§ **Directions**
Find the string "highway" in the listing below and return each line it appears in.

§ **Available records**

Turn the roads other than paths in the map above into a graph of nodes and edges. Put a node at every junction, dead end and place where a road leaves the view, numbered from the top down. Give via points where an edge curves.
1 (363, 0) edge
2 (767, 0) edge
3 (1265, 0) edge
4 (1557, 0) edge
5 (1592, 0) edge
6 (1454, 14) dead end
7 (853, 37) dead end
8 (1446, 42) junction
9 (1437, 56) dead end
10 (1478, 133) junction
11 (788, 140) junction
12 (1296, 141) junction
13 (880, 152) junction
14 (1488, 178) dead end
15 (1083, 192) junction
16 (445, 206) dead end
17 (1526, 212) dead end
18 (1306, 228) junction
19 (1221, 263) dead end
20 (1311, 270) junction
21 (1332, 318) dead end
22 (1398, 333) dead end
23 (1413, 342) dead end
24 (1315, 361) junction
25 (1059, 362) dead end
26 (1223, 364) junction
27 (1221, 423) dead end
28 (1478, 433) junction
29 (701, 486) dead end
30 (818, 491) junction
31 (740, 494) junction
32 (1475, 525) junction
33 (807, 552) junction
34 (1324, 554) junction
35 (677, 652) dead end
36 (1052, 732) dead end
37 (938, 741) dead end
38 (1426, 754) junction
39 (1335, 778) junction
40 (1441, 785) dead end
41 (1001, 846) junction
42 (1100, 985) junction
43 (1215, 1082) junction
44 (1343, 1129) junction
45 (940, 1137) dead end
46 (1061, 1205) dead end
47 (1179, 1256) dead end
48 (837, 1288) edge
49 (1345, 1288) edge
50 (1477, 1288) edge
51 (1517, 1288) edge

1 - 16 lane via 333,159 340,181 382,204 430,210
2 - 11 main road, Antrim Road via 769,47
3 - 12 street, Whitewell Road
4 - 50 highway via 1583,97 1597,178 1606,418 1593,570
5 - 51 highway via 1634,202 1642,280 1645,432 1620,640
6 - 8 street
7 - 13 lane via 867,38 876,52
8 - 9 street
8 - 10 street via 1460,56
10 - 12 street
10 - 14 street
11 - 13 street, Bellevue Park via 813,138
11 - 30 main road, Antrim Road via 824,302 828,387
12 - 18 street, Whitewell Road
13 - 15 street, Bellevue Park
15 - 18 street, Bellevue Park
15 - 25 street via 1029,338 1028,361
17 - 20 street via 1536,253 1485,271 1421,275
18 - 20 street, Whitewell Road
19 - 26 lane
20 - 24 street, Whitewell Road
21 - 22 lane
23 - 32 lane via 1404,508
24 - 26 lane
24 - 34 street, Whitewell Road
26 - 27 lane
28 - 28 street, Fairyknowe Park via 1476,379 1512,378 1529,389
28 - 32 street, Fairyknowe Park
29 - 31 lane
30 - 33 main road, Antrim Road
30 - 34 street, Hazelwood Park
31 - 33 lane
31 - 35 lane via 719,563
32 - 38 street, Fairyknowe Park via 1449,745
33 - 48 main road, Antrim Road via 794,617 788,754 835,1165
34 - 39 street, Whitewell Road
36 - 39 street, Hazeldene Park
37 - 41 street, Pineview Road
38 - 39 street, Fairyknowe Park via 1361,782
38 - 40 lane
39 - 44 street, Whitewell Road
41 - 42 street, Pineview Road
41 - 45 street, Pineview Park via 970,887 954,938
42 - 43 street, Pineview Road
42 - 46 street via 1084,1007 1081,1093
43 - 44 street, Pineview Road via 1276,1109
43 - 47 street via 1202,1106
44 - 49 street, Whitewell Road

§ **Written response**
4 - 50 highway via 1583,97 1597,178 1606,418 1593,570
5 - 51 highway via 1634,202 1642,280 1645,432 1620,640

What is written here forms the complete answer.